▶ [Information supplied]
********

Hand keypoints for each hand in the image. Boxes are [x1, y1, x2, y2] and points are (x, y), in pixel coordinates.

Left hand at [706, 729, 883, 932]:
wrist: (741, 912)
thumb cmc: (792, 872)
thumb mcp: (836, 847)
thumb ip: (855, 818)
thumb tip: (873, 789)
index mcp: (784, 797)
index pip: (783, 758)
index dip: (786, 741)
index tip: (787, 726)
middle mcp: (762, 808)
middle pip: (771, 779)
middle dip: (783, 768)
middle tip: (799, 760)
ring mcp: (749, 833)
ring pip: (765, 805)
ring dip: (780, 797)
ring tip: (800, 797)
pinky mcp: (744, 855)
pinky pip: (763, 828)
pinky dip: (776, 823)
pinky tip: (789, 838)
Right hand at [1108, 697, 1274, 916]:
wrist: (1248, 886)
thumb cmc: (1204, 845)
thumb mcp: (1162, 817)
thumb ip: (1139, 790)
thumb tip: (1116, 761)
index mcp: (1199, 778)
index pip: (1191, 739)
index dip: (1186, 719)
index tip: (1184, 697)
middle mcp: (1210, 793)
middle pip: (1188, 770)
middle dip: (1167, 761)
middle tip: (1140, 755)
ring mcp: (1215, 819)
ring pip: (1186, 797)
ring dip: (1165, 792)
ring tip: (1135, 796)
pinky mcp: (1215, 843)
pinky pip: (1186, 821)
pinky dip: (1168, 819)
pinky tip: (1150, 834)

********

▶ [Assignment]
The full listing needs to be transcribed exactly.

▶ [Solution below]
Hand keypoints for each hand in the image. Boxes are [x1, y1, x2, y2] and points are (x, y), in pixel coordinates.

Left hand at [706, 729, 883, 932]:
wrist: (741, 912)
thumb cmc: (792, 872)
thumb mcp: (836, 847)
thumb ip: (855, 818)
thumb tip: (873, 789)
index mcp: (784, 797)
index pip: (783, 758)
index dip: (786, 741)
index tip: (787, 726)
middle mcp: (762, 808)
middle pip: (771, 779)
middle dip: (783, 768)
middle tip: (799, 760)
ring mcp: (749, 833)
ring pip: (765, 805)
ring dip: (780, 797)
ring tip: (800, 797)
pinky mcp: (744, 855)
pinky pip: (763, 828)
pinky dip: (776, 823)
pinky tip: (789, 838)
Right hand at [1108, 697, 1274, 916]:
wrist: (1248, 886)
thumb cmc: (1204, 845)
thumb mcp: (1162, 817)
thumb ip: (1139, 790)
thumb tip: (1116, 761)
index mcp: (1199, 778)
index pip: (1191, 739)
index dip: (1186, 719)
index tip: (1184, 697)
middle mcp: (1210, 793)
middle pip: (1188, 770)
middle dip: (1167, 761)
middle tip: (1140, 755)
ring mcp: (1215, 819)
ring pip: (1186, 797)
ring dip: (1165, 792)
ring tip: (1135, 796)
pinky mcp: (1215, 843)
pinky pip: (1186, 821)
pinky dip: (1168, 819)
pinky tip: (1150, 834)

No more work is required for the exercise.